7. Cohabiting adults report much lower levels of relationship stability than do married adults. Married adults also express higher levels of satisfaction with their relationship, and are more likely than those who are cohabiting to express a great deal of trust in their spouse or partner is being faithful to them, will act in their best interest, always tell them the truth, and will handle money responsibly. Additionally, married adults are much more likely than cohabiters to say they feel closer to their spouse or partner than to any other adult. About eight-in-ten married adults (78 percent) say they feel closer to their spouse than to any other adult in their life, compared to a mere majority (55 percent) who say the same about their cohabitating partner.

8. Cohabiting couples report more depression and more alcohol problems than married couples. “Even when controlling for race, age and gender, cohabiting individuals reported higher levels of depression than married ones, 2.8 points according to one study,” Caitlin Thomas notes. “In another study, cohabiting individuals were three times more likely to report having problems with alcohol consumption than those who were married, as well as 25 percent more problems than single people who did not cohabit.” Cohabiting women also reported having more alcohol problems than married women, and men who cohabited said they had more alcohol problems than both married and single men.

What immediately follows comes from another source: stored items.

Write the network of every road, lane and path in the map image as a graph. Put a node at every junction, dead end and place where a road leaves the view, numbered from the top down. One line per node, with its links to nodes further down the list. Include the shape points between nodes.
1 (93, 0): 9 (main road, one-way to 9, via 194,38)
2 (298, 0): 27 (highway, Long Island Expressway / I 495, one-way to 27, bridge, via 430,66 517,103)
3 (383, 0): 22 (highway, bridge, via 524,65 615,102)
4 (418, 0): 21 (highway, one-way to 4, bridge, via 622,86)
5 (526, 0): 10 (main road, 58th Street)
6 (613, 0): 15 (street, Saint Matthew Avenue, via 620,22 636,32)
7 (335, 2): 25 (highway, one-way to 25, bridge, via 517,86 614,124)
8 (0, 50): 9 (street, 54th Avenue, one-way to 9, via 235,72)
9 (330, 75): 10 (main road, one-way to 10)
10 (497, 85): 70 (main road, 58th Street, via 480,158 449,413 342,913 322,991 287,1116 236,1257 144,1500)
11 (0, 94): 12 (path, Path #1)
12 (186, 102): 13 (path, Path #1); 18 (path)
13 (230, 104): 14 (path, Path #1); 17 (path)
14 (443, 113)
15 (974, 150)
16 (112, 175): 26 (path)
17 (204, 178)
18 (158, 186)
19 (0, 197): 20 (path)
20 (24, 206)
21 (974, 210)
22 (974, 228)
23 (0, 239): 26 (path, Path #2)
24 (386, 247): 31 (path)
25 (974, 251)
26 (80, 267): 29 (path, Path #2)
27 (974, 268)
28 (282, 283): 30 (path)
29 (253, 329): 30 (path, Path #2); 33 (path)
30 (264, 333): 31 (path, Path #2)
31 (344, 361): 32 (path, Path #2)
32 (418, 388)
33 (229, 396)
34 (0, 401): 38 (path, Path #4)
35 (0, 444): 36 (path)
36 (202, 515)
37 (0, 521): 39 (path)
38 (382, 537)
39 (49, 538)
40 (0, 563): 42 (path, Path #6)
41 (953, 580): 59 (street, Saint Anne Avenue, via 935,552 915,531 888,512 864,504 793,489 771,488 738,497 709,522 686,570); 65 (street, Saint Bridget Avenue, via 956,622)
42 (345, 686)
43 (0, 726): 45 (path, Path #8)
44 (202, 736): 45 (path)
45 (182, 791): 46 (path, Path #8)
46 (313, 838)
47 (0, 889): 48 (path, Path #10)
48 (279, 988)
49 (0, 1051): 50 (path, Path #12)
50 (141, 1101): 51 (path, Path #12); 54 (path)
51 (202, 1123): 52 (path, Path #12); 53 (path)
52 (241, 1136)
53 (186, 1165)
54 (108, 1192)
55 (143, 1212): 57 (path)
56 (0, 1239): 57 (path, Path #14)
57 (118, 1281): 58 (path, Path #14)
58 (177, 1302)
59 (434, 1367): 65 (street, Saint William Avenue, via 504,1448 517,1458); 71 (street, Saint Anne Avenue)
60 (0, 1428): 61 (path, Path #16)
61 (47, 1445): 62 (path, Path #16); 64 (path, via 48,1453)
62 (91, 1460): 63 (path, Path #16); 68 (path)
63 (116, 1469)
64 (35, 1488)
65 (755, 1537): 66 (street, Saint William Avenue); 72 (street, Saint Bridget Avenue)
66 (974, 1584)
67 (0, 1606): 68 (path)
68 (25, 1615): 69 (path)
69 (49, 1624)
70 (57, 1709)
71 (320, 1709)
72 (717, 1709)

9. Roughly half of Americans (48 percent) say that, compared with couples who don’t live together before marriage, couples who do live together first have a better chance of having a successful marriage. But research shows the opposite is true. While living together before marriage is associated with lower odds of divorce in the first year of marriage, cohabitation increases the odds of divorce in all other years. “Those who go straight into marriage without living together have a bigger immediate shock to negotiate after marriage, and as a result, have a short-term increased risk that’s greater than those already living together,” family scholar Scott Stanley says. “But that’s short-term, and the risk remains long-term.” Overall, cohabitating couples who marry are about 33 percent more likely to get divorced than couples who did not live together before marriage.